Ask The Dentist is a series of columns written by Dr. Mady to answer your questions about dentistry and oral health!
Dear Dr. Mady: I have been married for eleven years and it seems like every day my husband’s snoring gets worse. It seems like he even stops breathing sometimes, then snores loud again. I have to sleep with earplugs most of the time. Can anything be done and this snoring masking another problem? - Anne in Newark, N.J.
Dear Anne: Many people “saw logs” in their sleep. As a matter of fact, in the not too distant past, I did myself, but I don’t anymore. Snoring is a very common problem amongst most of the population. What most individuals do not realize is that an underlying problem may exist and if ignored, it can lead to dramatic problems. Others just snore away and drive their spouses and families insane, and if they gain weight, the situation worsens. As a matter of fact, with all the crazy reasons you hear today for divorce, I am surprised I haven’t heard of snoring as one of them.

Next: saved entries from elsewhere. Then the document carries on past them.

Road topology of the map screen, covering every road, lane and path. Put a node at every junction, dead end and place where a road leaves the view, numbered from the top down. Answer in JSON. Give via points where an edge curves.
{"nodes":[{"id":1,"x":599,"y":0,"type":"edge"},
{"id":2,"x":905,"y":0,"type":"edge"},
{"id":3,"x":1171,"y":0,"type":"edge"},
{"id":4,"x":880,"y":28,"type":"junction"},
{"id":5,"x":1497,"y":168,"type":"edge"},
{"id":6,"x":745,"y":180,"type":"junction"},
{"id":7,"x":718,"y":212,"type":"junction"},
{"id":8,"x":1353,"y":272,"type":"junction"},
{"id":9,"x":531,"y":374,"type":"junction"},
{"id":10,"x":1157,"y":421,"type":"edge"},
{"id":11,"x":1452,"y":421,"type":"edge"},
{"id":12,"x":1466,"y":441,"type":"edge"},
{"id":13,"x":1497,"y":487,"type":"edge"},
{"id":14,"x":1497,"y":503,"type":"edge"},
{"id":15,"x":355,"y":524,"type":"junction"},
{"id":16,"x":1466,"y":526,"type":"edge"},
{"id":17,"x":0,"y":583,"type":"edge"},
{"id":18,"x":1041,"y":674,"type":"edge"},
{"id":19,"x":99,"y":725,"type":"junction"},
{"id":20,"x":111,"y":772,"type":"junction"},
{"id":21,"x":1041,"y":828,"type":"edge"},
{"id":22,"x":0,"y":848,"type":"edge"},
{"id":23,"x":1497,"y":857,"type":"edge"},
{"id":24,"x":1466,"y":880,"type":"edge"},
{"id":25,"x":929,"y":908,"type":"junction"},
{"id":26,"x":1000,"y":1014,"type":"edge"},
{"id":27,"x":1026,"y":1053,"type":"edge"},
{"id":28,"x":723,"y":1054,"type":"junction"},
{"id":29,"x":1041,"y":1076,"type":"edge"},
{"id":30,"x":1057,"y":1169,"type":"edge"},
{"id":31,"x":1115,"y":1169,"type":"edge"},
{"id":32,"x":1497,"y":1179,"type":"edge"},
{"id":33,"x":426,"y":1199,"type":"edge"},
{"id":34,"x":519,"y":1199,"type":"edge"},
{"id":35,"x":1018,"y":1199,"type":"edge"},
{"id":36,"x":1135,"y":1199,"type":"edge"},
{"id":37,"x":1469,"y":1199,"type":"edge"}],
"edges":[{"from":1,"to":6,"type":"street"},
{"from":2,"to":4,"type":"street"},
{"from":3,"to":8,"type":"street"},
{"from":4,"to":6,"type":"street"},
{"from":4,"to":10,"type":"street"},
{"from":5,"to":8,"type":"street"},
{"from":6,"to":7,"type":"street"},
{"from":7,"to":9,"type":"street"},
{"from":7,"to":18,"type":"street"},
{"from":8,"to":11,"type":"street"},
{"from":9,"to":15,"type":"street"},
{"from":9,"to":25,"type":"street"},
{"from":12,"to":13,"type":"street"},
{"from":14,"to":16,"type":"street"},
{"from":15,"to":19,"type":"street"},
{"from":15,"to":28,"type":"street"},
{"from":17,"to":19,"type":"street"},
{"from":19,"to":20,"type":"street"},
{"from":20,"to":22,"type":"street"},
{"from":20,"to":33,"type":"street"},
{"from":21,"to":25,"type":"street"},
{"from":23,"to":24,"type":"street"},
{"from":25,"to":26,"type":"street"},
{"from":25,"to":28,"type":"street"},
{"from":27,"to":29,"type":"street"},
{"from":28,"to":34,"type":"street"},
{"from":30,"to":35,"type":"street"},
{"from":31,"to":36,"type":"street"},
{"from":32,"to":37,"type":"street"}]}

When taking a medical and dental history, I always ask patients if they snore. If they give a positive response, then I first try to determine what the cause may be. For example, smoking can exaggerate snoring by increasing mucous production and irritating the oral-pharynx area.
Anything that causes the airway muscles to relax or enlarge (including weight gain) can cause snoring.
Examples of things that cause airway relaxation are: head and neck position during sleeping, alcohol consumption, sleeping pills, and even cold medicines that contain antihistamines. If you sleep with your head too elevated and your head is pushed forward, this position can cause airway closure, thus making it more difficult to get air in. With respect to gaining weight, remember that when you gain weight, you don’t just gain it in your body but also usually in your face, neck and palate. The same goes for weight loss. People who wear dentures almost always experience looser dentures when they lose even as little as five or ten pounds.
The structure of your airflow system may increase snoring if any one part is injured, modified or abnormally formed. These structures include the nose and septum, adenoids or tonsils, and the uvula. A previous broken nose will almost always affect airflow if not treated properly and even if action is taken immediately, problems may still occur. Enlarged or inflamed tonsils can be a contributor, and as you know, it is not routine anymore to have them removed. The uvula is that floppy, tail-like piece of tissue that hangs at the end of your soft palate at the entrance to your throat. Some people naturally have a very large one that automatically inhibits airflow. This can be surgically removed if necessary.
From my clinical experience, I have found the most common cause of snoring to be weight gain, and therefore the best remedy to be weight loss.
If merely a few pounds are lost, it could decrease or even stop the snoring. You would be amazed at how much one’s airways will open from this. Consult your physician about a proper diet and exercise program and be committed to it.